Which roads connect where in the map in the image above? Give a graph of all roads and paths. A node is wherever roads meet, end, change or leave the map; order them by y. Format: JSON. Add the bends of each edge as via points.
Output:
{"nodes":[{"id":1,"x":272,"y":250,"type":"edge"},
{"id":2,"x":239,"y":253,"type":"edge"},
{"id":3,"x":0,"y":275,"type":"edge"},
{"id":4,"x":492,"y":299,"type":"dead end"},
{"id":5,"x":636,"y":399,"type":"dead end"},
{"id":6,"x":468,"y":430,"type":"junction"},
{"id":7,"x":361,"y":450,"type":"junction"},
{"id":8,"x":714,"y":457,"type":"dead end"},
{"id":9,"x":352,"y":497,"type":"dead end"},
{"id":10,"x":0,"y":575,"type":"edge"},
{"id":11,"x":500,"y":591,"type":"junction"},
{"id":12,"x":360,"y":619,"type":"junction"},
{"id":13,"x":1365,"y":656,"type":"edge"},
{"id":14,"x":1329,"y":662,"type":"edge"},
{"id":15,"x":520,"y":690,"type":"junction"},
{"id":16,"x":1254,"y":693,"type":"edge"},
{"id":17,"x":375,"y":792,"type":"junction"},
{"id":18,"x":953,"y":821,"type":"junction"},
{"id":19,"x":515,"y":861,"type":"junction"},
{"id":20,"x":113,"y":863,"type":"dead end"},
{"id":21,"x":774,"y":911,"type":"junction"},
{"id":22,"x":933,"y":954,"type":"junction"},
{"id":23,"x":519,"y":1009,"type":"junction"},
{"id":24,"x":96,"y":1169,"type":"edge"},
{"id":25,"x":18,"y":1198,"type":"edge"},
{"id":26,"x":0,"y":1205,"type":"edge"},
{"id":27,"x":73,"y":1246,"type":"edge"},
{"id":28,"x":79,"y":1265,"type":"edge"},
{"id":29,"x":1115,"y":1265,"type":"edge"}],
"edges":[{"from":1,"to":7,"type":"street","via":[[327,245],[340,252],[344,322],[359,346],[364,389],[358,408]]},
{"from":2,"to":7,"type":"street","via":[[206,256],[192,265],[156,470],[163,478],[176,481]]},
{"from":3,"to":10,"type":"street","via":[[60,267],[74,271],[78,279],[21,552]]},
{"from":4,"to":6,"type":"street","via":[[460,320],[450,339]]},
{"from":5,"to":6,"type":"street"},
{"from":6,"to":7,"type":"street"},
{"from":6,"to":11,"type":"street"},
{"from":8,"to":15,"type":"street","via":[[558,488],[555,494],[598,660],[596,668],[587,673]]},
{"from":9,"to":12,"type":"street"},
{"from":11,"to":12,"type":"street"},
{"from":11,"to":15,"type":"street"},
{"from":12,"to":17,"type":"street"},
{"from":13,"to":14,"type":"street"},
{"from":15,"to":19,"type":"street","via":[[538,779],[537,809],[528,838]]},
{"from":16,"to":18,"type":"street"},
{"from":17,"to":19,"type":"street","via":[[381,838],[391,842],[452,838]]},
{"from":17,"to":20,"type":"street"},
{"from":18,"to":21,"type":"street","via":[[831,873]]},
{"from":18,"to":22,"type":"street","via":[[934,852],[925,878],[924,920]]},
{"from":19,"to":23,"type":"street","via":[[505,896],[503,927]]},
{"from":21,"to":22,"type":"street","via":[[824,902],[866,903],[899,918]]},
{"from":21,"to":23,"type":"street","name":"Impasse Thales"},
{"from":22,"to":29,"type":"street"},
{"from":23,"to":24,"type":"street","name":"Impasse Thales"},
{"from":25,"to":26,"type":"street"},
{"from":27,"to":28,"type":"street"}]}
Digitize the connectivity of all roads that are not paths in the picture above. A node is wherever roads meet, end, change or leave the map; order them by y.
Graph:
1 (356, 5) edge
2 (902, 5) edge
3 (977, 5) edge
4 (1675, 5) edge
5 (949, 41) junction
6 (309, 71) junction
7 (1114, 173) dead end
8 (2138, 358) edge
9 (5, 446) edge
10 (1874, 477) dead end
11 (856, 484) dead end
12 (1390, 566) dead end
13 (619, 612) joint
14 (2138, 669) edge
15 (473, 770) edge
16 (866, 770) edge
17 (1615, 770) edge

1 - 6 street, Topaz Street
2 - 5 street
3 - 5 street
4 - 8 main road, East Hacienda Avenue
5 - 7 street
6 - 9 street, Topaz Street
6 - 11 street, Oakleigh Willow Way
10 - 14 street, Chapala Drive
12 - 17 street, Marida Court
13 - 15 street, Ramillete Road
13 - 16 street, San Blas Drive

..........

• [WORK TO BE COMPLETED]: Within the entries above, work out the number of lines that include the string "wherever" and give only that.

• [RESULT OF THE EXERCISE]: 2